Even though, then-U.S. president Abraham Lincoln issued the Emancipation Proclamation on January 1, 1863 proclaiming, “That all persons held as slaves are, and henceforward shall be free,” captured Africans remained in the forcible custody of white people in Texas until June 19, 1865.
Many Africans in the U.S. are preparing to celebrate Juneteenth, the holiday that remembers that day in 1865.
Really, what is there for Africans to celebrate?
Smithsonian.com article titled “Juneteenth: Our Other Independence Day,” offers this as a possible answer: “In amazement and disbelief, the 250,000 former slaves in Texas learned that they had been freed by the Emancipation Proclamation…Shocked, disoriented, most likely fearful of an uncertain future in which they could do as they pleased, the liberated slaves of Texas celebrated. Their moment of jubilee was spontaneous and ecstatic, and began a tradition of marking freedom on Juneteenth.”

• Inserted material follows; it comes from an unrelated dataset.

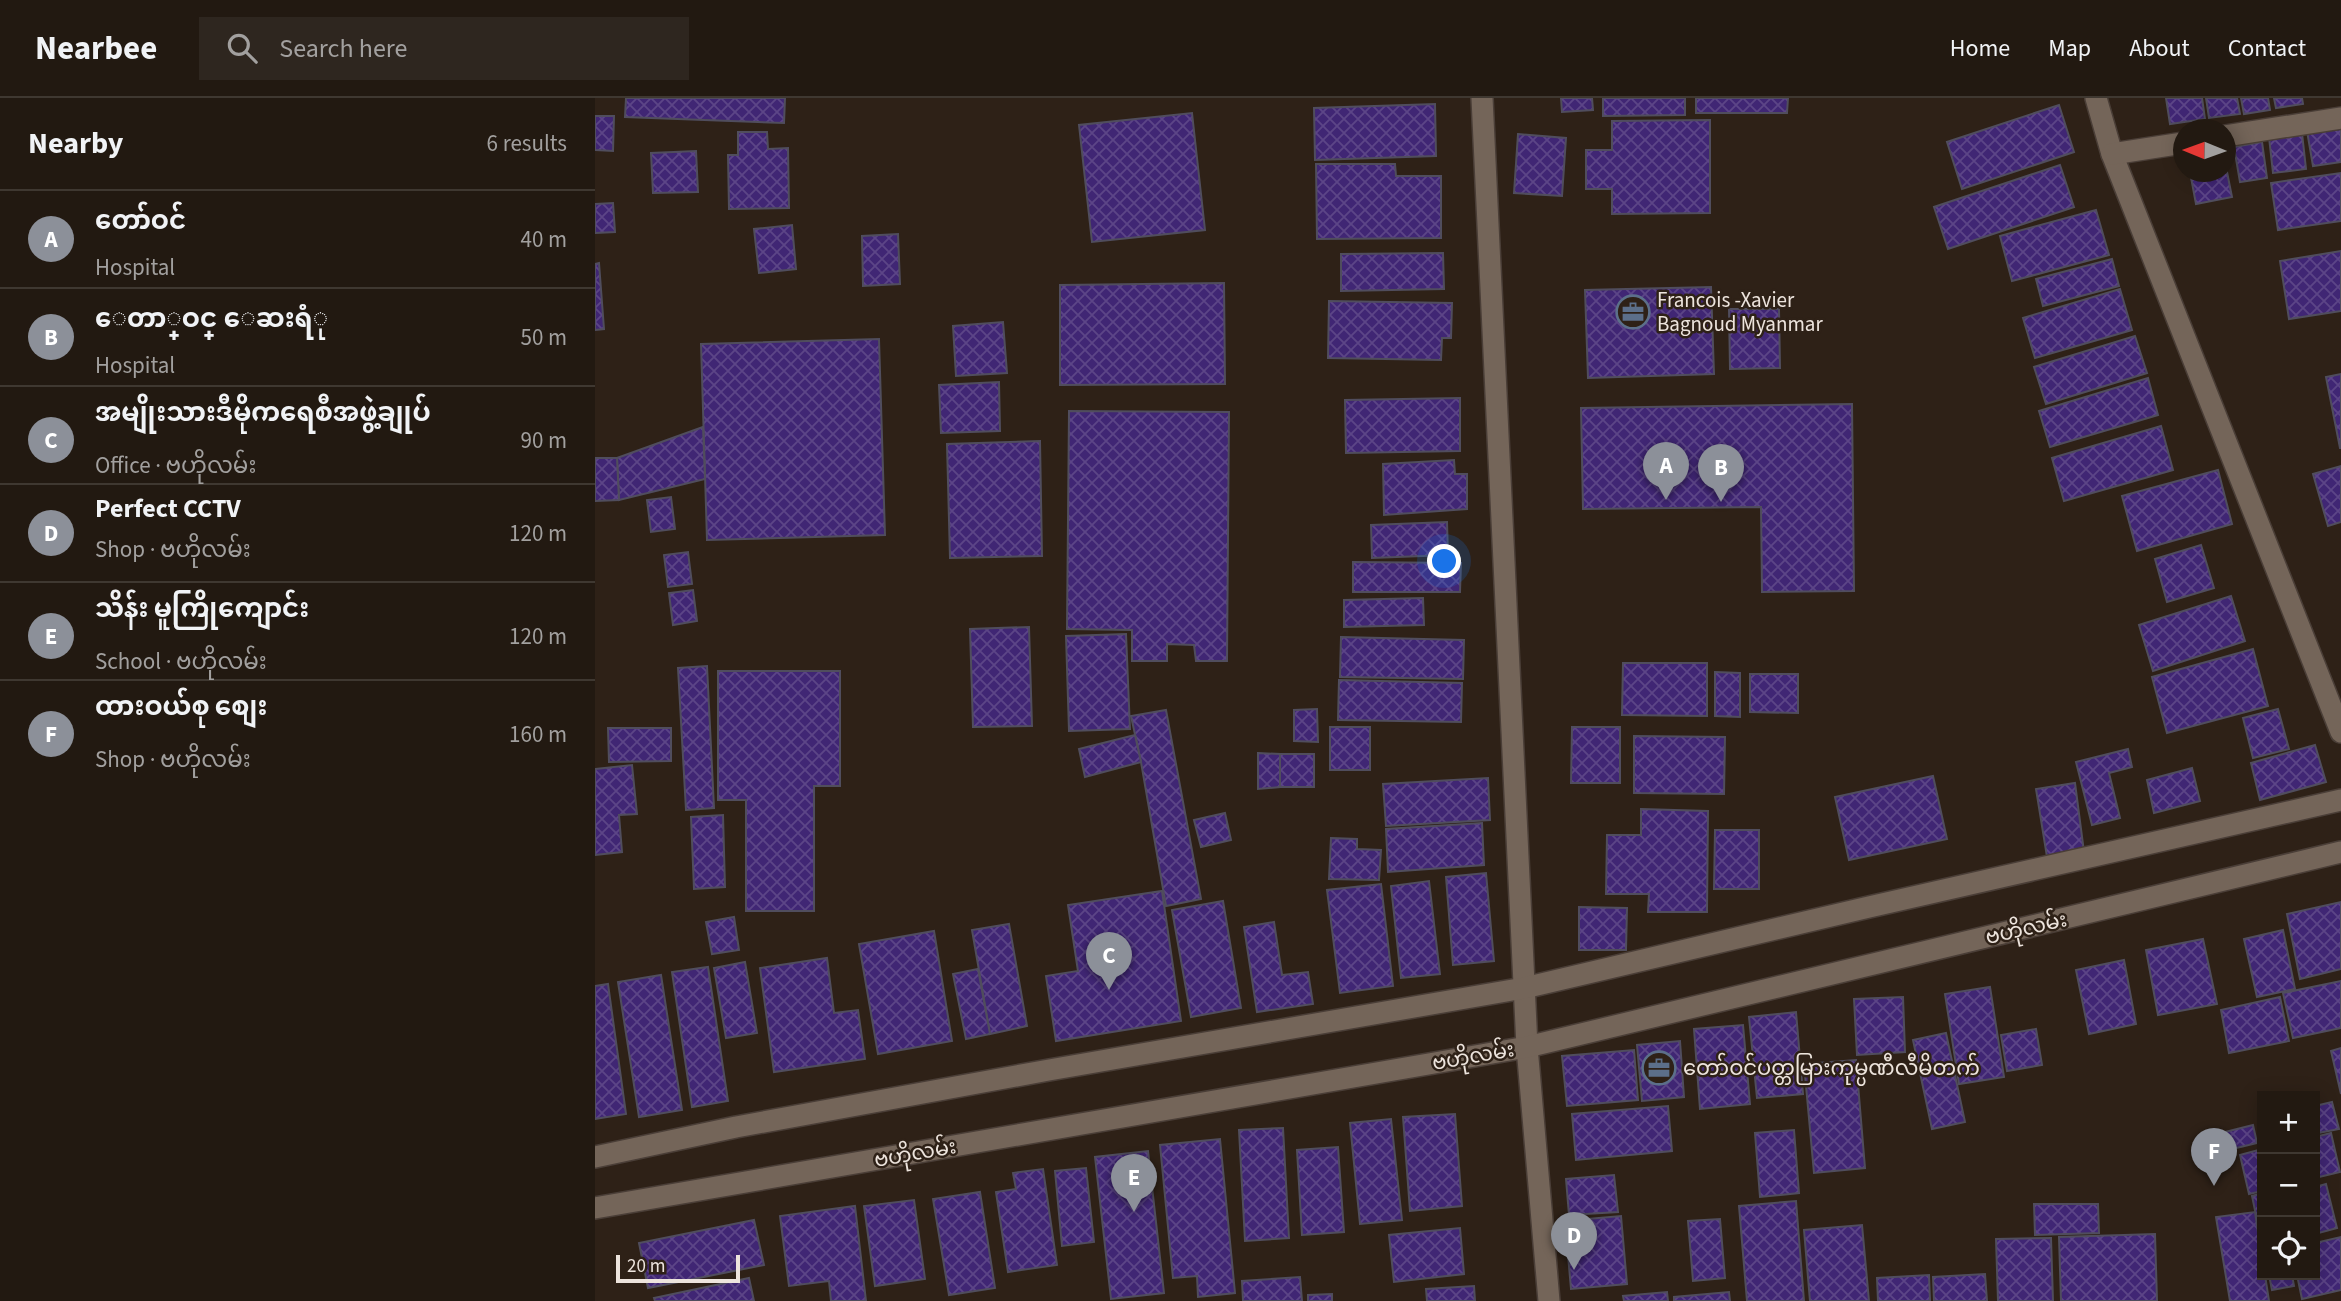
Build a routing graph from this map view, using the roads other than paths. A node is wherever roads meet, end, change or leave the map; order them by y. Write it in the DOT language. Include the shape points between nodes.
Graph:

Such a ticklish suggestion.
Free on an alien land?
How is that Emancipation?
The thieves that stole already-free Africans also stole the land that they are letting their stolen Africans “free” on.
Let a captured bird free or a hooked fish back in the sea, that’s the last time you will see that bird or fish. But not an African in the U.S.
A genuine Emancipation Proclamation would have had Africans, newly freed from the parasitic clutches of white power, on fleets of ships destined for Africa, along with the 200 years’ worth of wealth which the U.S. accumulated in the commodification of black skins.
Instead, the worthless document left Africans stuck in an environment where we must constantly beg, plead and attempt to convince white people that “black lives matter” everyday. This is not “liberation.”